Wenn man seine Rute mit den Kunststoffschieberingen dauerhaft mit einer Rolle verheiraten möchte, dann einfach die Ringe vor der Montage mit dem Haarfön erwärmen... wenn das nicht mehr hält, hält gar nichts mehr.


----------



## Mescalero (10. August 2020)

Doch, Gaffatape. Da hat doch kürzlich jemand ein Foto gepostet.


----------



## sterbai (22. August 2020)

Hallo, danke für die vielen Antworten. Hatte die letzten zwei Wochen so gut wie kein Internet. 
Nun, hier Mal weitere Fotos der 
Rute. Bin ja fast nur mit der Spinne unterwegs, kein Plan für was die Rute zu gebrauchen ist.

Hab die im Paket für nen Kasten alkoholfreien Bier von dem ü80 Mann bekommen der aus gesundheitlichen Gründen nicht mehr ans Wasser kann.


----------



## Andal (22. August 2020)

Mit der Rute kannst du eigentlich alles machen, m.E. sogar auch Spinnfischen.

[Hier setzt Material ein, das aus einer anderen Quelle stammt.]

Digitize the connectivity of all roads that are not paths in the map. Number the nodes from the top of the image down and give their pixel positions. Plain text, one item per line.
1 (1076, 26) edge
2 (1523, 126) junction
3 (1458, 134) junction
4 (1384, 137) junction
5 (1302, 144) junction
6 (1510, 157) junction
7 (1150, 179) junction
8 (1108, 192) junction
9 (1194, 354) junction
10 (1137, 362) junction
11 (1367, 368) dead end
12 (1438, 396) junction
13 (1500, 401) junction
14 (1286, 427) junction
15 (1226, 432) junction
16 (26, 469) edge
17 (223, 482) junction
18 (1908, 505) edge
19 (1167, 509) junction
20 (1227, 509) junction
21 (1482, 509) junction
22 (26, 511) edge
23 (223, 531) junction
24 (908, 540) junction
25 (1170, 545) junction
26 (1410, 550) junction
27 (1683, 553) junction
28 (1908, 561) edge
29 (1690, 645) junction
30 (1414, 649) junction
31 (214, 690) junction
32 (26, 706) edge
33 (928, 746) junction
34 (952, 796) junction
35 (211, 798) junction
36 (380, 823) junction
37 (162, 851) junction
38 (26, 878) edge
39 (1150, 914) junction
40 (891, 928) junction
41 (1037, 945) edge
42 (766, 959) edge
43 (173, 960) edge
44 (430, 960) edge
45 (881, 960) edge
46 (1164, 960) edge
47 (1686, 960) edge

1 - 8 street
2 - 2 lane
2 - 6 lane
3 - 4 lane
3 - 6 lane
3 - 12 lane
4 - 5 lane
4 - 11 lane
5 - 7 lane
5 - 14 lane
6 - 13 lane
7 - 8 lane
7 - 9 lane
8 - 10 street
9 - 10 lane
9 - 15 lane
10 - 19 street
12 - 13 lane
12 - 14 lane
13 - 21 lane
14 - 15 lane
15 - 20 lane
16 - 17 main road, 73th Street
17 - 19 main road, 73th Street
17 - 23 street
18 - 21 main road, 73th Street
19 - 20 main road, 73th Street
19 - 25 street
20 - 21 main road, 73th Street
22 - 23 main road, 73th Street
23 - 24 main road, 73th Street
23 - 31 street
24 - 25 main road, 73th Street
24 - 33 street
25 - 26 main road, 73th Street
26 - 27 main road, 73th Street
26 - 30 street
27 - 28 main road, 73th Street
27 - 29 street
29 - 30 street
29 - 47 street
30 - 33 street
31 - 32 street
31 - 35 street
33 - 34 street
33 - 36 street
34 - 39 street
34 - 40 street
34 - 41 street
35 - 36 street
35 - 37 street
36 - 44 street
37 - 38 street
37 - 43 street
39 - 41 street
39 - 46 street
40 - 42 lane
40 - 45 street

Gemacht wurde sie als Friedfischrute - und hier ist sie ausgesprochen universell. Zitterspitze, Schwingspitze, reine Gundrute, aber auch mit Posen. Aber auch das Zanderfischen mit Naturködern ist ihr Revier. Für einen Kasten Bleifrei ein ausgesprochen guter Tausch!

Kenne hier einige Leute, die bei solchen Mid-Timern große Augen machen und bei denen sich ein gewisses "haben will" abzeichnet.


----------



## Mikesch (22. August 2020)

sterbai schrieb:


> ... kein Plan für was die Rute zu gebrauchen ist.
> ...


Leichte Grundrute zum fischen auf Weißfische.

Bei der Bezeichnung steht "TWO TOP", sind da 2 Spitzenteile dabei?

Edit: Andal war schneller.


----------



## Andal (22. August 2020)

Sieht man auf dem dritten Bild.


----------